Vibrational states as high as n=15 have been experimentally observed in CO molecules adsorbed in a monolayer on the NaCl(100) surface after pumping the n=0→1 vibrational transition with a short (5 μs) infrared laser pulse. These high states become populated from successive single vibrational quantum exchanges between CO molecules on the surface, CO(m)+CO(n)→CO(m−1)+CO(n+1), mediated by dipole–dipole interactions and driven by the anharmonicity of the CO bond vibration.
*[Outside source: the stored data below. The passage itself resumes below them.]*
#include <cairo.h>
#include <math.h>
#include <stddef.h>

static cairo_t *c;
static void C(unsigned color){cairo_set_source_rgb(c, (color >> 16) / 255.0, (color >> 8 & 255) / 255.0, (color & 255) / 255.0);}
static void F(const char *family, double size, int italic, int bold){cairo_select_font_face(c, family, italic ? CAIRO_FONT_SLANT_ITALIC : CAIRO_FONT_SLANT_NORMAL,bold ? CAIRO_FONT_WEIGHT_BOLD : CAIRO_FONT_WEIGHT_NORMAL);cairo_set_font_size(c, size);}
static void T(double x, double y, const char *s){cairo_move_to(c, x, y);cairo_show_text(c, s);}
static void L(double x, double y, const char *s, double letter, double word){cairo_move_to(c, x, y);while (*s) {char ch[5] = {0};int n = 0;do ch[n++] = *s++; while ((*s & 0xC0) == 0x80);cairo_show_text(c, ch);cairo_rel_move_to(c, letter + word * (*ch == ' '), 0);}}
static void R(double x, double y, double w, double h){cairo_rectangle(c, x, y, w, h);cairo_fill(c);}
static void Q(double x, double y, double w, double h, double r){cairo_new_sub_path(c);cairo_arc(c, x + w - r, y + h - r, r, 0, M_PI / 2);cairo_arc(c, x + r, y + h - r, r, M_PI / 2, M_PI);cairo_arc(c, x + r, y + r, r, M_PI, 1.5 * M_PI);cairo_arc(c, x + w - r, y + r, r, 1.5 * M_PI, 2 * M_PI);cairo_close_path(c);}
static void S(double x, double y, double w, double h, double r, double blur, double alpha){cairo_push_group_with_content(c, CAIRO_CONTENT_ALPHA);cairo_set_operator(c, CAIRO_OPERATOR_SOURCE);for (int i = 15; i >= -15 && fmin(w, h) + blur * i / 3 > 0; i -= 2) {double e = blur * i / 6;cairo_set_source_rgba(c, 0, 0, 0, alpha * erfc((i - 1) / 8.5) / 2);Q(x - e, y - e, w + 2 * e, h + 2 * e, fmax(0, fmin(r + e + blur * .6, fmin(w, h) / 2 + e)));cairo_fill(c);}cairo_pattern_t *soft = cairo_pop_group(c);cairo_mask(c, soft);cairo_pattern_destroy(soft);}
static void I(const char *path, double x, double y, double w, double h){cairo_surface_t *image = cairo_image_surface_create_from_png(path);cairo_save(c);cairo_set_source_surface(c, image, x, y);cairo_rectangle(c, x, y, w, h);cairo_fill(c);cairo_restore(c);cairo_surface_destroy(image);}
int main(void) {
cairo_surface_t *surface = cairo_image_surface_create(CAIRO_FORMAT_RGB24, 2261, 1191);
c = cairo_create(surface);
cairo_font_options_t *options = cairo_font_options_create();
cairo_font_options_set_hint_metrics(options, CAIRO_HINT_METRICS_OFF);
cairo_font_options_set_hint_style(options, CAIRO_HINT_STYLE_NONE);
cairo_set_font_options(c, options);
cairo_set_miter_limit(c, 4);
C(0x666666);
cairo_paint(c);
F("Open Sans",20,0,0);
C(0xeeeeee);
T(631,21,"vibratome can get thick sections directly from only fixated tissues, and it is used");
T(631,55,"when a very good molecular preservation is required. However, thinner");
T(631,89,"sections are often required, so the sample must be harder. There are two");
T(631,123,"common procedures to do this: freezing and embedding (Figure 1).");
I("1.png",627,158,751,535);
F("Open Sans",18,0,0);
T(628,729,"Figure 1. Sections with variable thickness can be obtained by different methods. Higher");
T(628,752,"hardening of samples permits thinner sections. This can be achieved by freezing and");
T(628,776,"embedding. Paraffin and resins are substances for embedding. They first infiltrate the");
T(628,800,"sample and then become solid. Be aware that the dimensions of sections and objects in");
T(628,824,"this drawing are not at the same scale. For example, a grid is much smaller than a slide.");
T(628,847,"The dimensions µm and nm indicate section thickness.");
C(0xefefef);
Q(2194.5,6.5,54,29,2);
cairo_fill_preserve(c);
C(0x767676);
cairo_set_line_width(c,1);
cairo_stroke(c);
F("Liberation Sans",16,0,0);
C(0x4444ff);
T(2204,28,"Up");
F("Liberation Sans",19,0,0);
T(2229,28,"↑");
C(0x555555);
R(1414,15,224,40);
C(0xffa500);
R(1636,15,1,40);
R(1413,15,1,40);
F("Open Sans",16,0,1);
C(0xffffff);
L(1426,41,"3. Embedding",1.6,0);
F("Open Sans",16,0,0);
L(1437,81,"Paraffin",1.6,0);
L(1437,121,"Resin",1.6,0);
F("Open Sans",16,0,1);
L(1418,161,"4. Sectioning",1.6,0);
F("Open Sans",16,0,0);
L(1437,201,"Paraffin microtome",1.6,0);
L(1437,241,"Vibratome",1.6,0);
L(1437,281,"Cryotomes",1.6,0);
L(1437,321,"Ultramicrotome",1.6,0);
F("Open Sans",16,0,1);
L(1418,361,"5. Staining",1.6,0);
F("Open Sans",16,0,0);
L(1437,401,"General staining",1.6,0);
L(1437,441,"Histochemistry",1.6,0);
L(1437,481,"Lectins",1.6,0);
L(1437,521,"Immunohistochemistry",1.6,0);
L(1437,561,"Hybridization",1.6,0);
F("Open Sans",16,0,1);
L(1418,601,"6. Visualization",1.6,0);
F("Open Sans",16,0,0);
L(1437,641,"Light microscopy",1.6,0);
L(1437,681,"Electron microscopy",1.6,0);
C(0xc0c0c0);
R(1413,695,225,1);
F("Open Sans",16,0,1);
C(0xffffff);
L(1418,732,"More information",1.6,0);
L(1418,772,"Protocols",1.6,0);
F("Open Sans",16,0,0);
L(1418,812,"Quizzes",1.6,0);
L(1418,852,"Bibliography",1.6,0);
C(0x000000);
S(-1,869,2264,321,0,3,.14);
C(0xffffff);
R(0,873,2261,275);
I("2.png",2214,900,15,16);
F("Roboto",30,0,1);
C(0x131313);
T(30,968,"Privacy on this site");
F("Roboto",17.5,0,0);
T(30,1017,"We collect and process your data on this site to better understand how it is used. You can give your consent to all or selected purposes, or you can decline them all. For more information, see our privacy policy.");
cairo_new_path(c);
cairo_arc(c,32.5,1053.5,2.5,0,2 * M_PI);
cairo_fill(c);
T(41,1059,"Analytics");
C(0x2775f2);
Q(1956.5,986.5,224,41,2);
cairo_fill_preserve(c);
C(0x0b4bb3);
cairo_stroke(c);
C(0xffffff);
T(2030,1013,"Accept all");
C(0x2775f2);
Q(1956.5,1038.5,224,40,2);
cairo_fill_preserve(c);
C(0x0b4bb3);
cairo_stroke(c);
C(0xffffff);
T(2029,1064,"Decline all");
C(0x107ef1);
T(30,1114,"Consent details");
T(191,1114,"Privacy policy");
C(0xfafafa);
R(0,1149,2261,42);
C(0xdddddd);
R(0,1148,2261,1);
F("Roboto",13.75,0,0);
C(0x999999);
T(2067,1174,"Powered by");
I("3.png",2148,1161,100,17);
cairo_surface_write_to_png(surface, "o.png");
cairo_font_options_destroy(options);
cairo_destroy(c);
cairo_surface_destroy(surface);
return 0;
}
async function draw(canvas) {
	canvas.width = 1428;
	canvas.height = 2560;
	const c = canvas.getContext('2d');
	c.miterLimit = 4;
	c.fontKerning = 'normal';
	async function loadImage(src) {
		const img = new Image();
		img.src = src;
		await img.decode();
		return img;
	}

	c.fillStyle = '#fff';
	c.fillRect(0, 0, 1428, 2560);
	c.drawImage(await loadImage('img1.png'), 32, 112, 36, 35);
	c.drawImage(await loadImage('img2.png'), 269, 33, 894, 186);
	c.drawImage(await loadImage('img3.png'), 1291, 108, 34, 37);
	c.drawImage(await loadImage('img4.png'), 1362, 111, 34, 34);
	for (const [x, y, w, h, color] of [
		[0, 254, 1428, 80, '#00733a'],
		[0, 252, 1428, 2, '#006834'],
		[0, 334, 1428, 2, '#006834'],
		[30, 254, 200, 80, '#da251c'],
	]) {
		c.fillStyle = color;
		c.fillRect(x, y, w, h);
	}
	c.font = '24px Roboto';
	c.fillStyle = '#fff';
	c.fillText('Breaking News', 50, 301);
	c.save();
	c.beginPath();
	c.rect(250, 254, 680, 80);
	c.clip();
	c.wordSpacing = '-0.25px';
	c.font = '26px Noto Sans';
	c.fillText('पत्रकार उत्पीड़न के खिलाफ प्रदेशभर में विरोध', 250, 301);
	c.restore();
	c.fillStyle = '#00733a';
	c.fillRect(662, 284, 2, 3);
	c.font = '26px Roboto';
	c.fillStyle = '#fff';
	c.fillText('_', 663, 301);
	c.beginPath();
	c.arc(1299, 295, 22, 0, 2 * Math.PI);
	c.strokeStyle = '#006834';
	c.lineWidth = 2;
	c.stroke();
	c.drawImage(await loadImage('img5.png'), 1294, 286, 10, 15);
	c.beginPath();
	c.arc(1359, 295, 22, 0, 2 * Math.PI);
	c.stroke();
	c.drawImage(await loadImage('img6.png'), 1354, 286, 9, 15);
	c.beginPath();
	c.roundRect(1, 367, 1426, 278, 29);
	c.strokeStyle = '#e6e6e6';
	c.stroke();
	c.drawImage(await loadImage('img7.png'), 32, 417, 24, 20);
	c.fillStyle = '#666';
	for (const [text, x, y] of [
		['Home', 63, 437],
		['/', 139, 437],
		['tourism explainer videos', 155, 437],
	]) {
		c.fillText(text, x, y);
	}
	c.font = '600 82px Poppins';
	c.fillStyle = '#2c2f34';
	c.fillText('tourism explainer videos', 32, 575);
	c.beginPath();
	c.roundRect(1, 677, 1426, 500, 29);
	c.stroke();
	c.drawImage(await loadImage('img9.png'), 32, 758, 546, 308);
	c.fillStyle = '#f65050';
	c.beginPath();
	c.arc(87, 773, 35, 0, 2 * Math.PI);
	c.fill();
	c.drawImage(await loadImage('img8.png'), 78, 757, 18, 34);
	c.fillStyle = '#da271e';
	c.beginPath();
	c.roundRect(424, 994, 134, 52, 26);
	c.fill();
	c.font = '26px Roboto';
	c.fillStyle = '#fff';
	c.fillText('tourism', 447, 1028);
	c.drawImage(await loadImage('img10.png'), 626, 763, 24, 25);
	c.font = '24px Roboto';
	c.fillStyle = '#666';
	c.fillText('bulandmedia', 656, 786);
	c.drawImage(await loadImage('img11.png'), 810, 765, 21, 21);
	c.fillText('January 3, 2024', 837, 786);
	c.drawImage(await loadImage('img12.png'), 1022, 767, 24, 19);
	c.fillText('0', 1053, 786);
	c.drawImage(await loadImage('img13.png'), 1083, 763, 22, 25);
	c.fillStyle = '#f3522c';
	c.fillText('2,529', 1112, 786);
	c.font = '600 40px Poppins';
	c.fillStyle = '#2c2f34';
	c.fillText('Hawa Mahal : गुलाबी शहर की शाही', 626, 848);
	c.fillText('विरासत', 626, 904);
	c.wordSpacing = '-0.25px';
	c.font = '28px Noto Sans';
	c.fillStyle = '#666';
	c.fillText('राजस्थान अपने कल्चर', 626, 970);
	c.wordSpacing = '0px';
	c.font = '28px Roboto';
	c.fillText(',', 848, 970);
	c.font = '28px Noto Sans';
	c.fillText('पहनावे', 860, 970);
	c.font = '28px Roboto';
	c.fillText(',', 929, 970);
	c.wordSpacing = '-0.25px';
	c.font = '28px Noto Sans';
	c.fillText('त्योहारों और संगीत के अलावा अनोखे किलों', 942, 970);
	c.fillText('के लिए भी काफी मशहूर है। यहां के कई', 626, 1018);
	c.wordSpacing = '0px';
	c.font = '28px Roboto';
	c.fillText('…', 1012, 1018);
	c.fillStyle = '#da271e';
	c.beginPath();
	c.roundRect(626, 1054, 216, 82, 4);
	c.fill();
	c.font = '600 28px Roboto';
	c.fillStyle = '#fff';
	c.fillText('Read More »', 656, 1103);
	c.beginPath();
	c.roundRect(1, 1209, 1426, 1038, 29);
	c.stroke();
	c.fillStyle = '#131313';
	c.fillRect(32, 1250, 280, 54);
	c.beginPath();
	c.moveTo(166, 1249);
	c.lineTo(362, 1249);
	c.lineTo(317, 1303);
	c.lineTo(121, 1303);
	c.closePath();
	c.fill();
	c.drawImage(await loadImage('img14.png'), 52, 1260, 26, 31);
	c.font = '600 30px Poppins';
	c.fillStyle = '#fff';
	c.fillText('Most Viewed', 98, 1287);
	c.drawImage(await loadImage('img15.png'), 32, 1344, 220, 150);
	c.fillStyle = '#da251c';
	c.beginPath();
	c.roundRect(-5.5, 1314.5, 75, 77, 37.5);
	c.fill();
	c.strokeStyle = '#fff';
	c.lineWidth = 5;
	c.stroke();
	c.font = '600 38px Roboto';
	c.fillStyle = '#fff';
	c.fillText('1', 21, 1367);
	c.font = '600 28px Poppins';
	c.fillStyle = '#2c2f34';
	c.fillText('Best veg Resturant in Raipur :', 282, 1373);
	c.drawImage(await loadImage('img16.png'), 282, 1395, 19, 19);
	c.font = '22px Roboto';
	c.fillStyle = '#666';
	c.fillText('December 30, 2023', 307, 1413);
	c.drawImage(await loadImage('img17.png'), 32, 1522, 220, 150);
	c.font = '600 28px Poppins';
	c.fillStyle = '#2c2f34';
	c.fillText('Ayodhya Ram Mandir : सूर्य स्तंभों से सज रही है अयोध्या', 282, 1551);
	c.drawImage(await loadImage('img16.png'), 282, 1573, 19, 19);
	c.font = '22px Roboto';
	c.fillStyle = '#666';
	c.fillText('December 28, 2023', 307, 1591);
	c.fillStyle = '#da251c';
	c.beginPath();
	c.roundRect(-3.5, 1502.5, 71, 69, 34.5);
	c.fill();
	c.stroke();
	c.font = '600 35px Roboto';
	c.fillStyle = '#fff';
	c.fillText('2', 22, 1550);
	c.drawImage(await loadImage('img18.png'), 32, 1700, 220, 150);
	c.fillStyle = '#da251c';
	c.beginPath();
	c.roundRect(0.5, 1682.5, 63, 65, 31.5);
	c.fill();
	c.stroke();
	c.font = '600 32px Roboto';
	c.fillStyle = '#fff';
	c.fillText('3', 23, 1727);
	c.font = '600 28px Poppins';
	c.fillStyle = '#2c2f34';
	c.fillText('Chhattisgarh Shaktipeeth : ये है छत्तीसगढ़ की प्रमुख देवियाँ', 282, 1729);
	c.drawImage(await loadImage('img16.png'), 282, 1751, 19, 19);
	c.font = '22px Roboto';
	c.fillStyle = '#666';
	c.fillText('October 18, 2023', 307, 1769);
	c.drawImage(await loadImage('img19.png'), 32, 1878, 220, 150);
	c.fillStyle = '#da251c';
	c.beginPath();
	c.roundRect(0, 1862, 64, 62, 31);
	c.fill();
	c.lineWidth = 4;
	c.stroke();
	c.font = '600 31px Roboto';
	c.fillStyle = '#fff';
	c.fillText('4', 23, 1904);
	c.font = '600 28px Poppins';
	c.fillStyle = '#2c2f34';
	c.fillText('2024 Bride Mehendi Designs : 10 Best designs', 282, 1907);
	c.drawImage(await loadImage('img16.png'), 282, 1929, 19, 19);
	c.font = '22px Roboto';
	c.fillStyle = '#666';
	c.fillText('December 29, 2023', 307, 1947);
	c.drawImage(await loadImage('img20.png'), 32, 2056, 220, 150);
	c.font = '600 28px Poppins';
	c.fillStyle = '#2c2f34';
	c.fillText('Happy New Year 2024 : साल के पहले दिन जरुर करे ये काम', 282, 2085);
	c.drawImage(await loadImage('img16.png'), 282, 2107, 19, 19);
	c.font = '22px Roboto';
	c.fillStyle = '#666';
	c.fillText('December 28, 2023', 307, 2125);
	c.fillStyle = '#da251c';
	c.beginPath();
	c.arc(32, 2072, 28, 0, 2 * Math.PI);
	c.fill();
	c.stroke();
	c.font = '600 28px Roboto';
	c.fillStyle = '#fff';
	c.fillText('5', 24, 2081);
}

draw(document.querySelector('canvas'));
The rates for all of the possible channels of vibrational energy flow in the CO/NaCl(100) system, exchange, relaxation, and fluorescence, were calculated using perturbation theory for a model in which the CO bond vibration is treated as a Morse oscillator and is coupled to a bath of harmonic oscillators with a Debye density of states representing the underlying NaCl substrate. These rates form a Master equation that governs the overall vibrational population dynamics of CO molecules in the monolayer, and was solved using kinetic Monte Carlo (KMC) techniques. Time-dependent vibrational population distributions, Pn(t), representing the probability of finding a CO molecule in the monolayer in vibrational state n at time t, were obtained from the KMC simulations. The results are in good accord with experiment. The maximum achievable excitation is found to be limited by a crossover in the vibrational relaxation and excitation transfer rates with increasing quantum number.